### [Exercise description]
Each line of the entries that mentions the string "roads" needs to be reported.

### [Supplied material]

┄┄┄┄┄┄

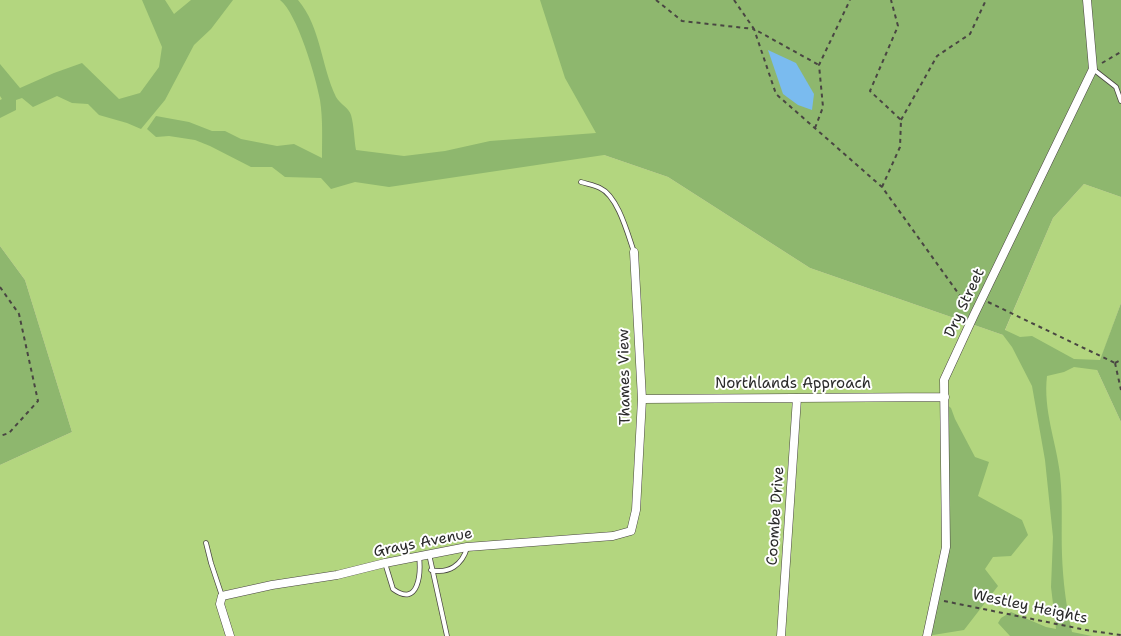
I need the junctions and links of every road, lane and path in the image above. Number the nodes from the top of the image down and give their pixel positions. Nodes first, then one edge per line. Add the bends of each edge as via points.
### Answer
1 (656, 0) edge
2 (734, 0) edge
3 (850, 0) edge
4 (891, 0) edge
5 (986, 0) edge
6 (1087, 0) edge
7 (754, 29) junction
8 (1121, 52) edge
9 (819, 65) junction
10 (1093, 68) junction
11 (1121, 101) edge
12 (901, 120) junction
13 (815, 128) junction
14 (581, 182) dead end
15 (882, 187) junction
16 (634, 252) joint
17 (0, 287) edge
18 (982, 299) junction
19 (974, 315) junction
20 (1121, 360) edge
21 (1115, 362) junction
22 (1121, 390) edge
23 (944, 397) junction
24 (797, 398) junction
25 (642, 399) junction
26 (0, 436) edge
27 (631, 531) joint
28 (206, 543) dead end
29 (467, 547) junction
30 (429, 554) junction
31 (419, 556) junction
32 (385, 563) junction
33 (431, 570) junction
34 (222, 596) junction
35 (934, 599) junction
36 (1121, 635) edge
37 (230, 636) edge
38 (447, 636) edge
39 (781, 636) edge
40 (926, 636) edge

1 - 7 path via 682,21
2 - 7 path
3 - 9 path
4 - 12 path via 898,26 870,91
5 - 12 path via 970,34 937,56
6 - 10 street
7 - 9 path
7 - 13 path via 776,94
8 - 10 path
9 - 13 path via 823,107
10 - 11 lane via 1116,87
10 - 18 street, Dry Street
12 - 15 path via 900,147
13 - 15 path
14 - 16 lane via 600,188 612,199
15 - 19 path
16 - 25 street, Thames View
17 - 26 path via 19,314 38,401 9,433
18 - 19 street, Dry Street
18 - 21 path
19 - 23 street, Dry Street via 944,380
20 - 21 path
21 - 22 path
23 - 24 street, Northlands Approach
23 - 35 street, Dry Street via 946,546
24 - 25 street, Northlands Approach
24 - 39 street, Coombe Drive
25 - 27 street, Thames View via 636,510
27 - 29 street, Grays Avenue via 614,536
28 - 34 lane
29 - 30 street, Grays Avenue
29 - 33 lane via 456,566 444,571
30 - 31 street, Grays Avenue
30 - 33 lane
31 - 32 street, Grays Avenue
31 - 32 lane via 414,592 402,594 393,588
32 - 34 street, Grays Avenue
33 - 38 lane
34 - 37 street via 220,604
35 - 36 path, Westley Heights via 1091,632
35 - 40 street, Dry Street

┄┄┄┄┄┄

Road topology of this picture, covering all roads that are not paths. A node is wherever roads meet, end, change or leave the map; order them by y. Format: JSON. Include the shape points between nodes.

┄┄┄┄┄┄

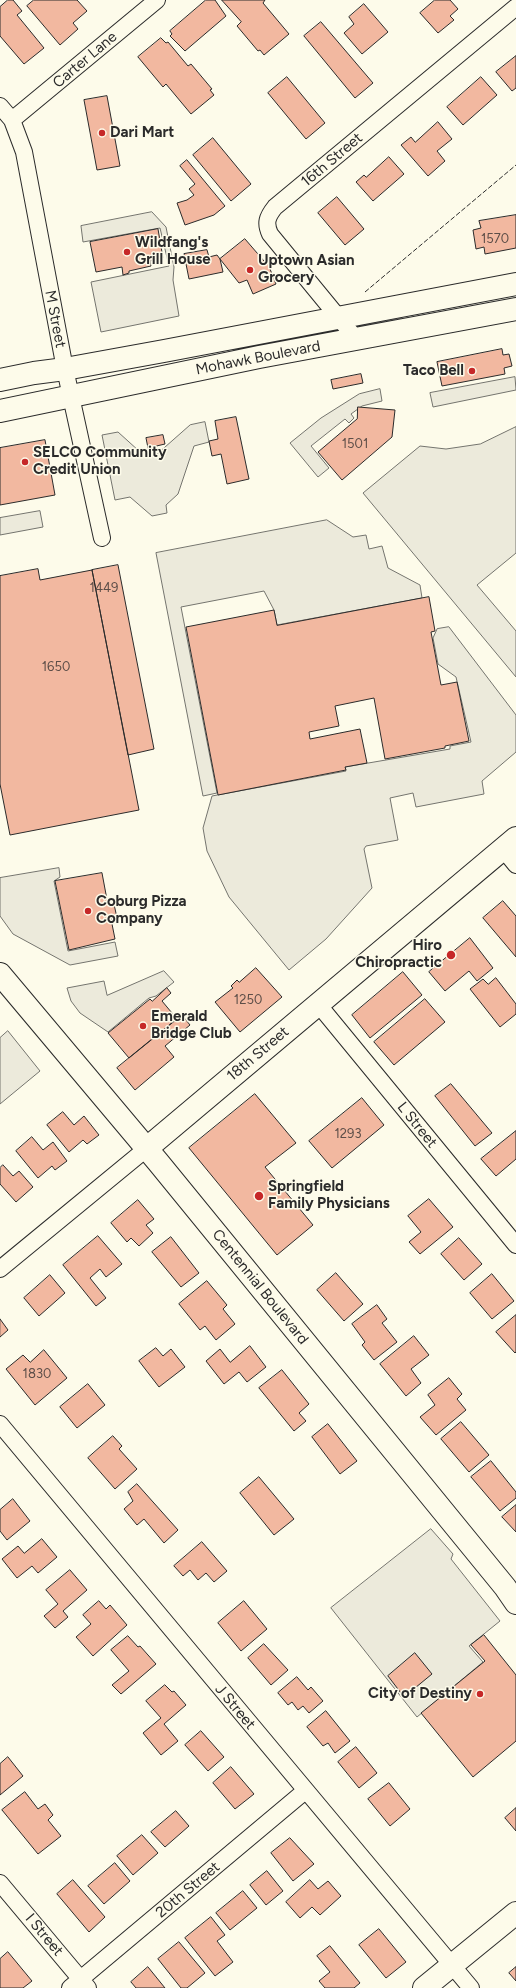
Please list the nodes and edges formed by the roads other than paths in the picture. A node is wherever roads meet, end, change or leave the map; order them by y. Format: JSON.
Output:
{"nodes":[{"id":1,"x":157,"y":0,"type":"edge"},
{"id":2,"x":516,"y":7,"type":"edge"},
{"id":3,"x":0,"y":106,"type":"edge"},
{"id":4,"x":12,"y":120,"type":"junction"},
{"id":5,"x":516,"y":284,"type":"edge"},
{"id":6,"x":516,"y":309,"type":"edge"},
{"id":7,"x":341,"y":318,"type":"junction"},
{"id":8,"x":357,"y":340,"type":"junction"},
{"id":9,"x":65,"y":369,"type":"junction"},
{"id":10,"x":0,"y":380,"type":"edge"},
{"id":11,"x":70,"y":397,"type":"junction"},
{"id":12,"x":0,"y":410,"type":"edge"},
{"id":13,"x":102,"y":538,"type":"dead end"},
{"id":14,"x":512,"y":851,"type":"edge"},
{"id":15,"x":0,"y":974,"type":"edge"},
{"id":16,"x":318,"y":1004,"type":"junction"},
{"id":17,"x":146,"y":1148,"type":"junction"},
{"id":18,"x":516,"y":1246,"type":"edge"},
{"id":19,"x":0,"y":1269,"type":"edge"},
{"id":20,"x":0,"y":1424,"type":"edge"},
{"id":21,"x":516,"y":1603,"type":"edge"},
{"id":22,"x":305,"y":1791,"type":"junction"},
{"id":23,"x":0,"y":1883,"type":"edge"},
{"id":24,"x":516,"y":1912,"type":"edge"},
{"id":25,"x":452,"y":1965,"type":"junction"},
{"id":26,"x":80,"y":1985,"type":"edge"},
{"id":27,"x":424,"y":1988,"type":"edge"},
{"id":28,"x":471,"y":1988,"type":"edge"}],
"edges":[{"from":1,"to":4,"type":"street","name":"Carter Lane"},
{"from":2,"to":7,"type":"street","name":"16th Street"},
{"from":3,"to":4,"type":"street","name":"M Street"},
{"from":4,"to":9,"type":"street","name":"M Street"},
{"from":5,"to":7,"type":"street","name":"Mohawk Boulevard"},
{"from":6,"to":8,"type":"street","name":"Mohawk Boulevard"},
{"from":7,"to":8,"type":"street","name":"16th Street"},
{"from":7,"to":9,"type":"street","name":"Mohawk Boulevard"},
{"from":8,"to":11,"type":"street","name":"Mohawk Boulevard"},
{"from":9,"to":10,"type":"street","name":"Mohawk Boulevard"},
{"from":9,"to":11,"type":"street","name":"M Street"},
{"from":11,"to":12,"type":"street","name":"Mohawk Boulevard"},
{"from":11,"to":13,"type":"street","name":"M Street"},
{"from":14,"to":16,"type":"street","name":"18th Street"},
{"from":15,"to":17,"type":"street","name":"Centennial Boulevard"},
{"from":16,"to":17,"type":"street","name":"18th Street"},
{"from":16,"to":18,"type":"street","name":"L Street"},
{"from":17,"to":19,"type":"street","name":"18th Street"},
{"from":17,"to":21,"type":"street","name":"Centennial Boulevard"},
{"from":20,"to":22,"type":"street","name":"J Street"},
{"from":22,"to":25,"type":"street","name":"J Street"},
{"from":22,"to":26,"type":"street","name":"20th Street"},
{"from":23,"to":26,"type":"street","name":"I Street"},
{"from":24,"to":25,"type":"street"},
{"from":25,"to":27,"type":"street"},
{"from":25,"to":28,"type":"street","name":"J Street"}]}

┄┄┄┄┄┄

### [Written solution]
Road topology of this picture, covering all roads that are not paths. A node is wherever roads meet, end, change or leave the map; order them by y. Format: JSON. Include the shape points between nodes.
Please list the nodes and edges formed by the roads other than paths in the picture. A node is wherever roads meet, end, change or leave the map; order them by y. Format: JSON.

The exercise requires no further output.